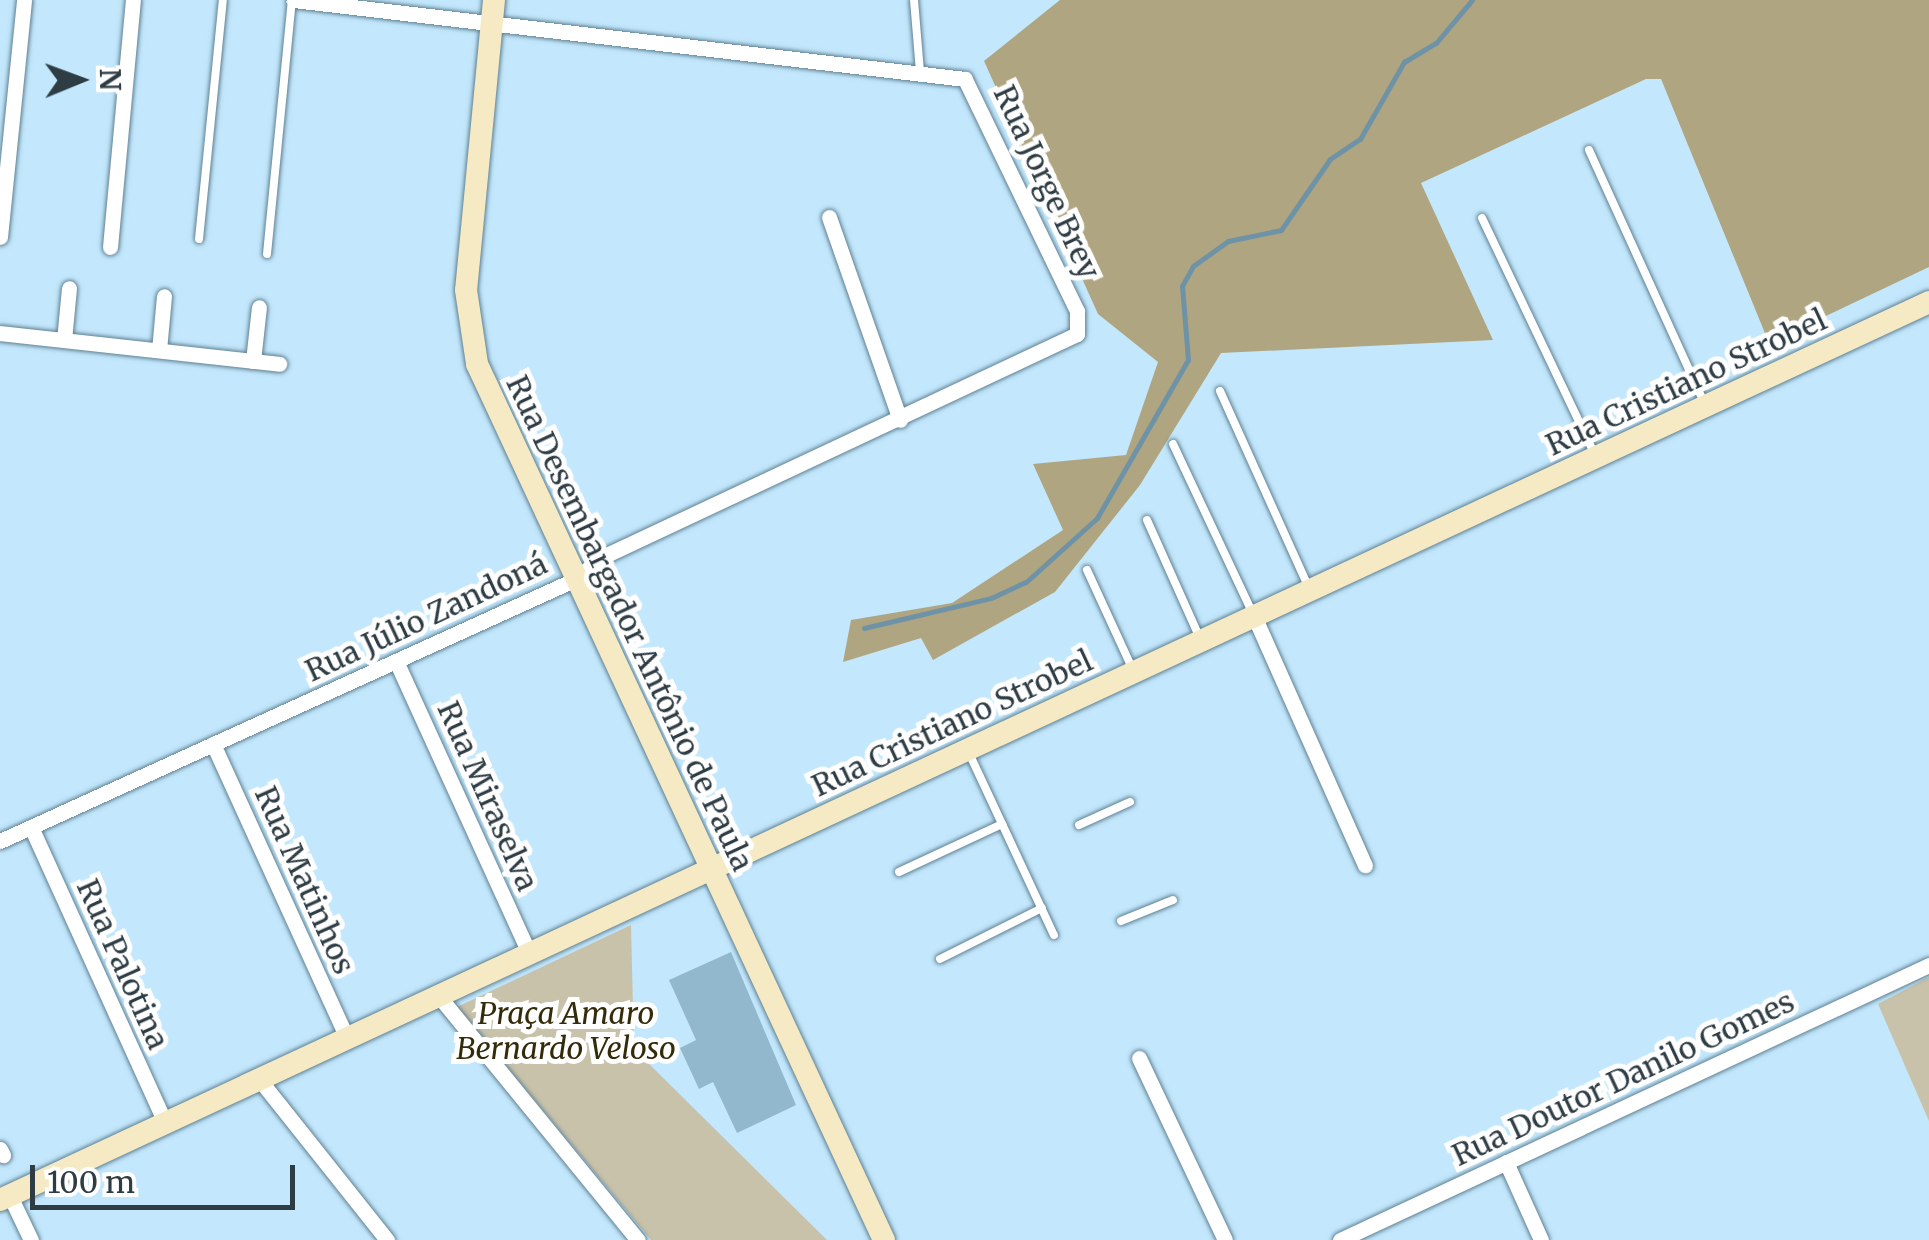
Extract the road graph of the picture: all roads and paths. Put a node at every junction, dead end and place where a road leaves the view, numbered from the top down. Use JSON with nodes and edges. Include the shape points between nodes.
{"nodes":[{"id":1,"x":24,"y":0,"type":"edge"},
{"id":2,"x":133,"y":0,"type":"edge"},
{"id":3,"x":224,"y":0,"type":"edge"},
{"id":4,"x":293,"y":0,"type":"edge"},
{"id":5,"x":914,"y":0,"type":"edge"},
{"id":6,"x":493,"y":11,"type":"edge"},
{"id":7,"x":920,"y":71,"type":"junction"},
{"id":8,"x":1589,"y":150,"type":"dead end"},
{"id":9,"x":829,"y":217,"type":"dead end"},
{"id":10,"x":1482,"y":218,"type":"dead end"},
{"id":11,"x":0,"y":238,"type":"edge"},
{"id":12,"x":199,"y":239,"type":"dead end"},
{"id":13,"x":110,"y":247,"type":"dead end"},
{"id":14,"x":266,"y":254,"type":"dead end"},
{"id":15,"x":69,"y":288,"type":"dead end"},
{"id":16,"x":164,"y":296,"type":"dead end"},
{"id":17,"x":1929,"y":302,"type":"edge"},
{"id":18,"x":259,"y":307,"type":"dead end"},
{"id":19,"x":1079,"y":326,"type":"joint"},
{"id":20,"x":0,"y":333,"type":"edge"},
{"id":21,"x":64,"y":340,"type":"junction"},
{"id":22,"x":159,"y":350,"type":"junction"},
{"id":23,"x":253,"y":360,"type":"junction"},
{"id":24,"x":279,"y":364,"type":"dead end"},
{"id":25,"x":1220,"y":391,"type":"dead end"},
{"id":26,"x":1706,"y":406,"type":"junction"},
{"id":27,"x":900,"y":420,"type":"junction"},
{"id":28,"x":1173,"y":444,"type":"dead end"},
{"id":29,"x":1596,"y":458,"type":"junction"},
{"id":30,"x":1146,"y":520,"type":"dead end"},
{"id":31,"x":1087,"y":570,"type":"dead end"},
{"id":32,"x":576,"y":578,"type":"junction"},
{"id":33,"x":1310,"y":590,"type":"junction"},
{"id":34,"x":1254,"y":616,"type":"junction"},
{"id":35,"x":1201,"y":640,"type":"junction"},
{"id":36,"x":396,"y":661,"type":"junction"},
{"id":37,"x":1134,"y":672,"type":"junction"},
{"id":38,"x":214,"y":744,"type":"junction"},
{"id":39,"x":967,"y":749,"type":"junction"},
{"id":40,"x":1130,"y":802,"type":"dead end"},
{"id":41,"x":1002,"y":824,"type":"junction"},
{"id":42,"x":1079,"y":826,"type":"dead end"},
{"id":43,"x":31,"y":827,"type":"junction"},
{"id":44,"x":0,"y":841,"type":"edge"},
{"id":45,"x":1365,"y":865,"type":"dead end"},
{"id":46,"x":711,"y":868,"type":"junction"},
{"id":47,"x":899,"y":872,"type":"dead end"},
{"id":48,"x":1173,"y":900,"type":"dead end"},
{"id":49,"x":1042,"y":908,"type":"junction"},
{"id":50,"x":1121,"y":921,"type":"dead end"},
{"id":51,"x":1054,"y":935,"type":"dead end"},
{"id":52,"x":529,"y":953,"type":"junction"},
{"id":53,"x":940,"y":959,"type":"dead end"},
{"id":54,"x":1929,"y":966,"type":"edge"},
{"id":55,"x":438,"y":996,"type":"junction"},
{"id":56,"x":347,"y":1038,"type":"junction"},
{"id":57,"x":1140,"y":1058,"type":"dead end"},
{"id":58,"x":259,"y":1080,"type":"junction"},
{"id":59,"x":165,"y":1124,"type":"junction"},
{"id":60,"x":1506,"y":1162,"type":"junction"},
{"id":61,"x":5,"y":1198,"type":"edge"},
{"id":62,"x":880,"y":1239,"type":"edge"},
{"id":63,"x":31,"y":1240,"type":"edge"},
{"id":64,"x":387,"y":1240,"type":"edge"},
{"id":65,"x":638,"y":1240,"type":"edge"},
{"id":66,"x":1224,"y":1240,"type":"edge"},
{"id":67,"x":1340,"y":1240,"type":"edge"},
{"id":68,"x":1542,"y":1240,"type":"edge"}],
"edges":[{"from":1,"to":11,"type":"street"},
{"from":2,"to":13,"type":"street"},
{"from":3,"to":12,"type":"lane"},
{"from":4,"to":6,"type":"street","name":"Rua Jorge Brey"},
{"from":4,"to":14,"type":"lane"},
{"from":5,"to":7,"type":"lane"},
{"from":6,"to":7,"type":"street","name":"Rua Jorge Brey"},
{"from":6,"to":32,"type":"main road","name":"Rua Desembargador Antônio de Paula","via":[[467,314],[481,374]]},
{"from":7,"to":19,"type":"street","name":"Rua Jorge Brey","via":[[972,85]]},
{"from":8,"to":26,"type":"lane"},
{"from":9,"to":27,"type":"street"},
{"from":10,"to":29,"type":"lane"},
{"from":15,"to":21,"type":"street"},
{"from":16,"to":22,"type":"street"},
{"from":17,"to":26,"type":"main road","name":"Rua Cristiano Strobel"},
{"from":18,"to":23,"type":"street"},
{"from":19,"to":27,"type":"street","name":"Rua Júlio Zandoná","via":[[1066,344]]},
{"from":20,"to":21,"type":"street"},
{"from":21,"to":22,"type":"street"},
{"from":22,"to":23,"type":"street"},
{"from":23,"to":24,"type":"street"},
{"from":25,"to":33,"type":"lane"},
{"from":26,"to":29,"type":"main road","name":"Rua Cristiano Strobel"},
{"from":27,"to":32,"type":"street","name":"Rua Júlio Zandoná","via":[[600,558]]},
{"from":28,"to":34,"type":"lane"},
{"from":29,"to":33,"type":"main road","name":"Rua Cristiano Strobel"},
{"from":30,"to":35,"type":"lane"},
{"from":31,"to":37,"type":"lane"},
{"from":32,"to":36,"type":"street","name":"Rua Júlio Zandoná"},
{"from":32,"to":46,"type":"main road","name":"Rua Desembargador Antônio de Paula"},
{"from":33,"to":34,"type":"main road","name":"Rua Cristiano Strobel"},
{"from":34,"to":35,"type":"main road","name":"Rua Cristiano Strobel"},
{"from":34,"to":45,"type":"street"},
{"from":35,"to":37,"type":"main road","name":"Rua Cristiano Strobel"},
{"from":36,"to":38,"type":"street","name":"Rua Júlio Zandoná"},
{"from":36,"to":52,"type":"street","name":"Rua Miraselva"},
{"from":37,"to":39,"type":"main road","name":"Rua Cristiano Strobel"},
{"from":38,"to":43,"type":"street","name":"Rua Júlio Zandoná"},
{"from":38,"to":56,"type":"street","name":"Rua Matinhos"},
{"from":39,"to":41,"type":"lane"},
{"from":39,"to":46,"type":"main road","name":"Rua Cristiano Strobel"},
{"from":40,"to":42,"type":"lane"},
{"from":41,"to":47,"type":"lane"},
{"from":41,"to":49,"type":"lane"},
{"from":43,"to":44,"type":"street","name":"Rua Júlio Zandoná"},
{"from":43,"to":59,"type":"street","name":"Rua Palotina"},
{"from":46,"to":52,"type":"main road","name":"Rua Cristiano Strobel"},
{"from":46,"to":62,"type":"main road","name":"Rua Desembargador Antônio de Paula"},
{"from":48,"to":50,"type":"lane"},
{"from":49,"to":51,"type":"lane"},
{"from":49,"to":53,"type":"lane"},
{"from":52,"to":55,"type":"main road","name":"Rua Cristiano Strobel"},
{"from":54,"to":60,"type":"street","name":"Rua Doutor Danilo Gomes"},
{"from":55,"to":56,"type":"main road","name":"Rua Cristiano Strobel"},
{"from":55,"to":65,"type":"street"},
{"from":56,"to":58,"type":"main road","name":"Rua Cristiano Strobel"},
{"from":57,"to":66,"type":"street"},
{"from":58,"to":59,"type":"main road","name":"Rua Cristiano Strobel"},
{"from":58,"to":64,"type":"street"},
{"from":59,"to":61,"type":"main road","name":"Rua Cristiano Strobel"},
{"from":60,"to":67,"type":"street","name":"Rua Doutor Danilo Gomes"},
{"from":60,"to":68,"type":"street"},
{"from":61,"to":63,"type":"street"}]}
------------------------
Exercise description: Copy every line in the records above that contains the word "Paula".

Solution to the problem:
{"from":6,"to":32,"type":"main road","name":"Rua Desembargador Antônio de Paula","via":[[467,314],[481,374]]},
{"from":32,"to":46,"type":"main road","name":"Rua Desembargador Antônio de Paula"},
{"from":46,"to":62,"type":"main road","name":"Rua Desembargador Antônio de Paula"},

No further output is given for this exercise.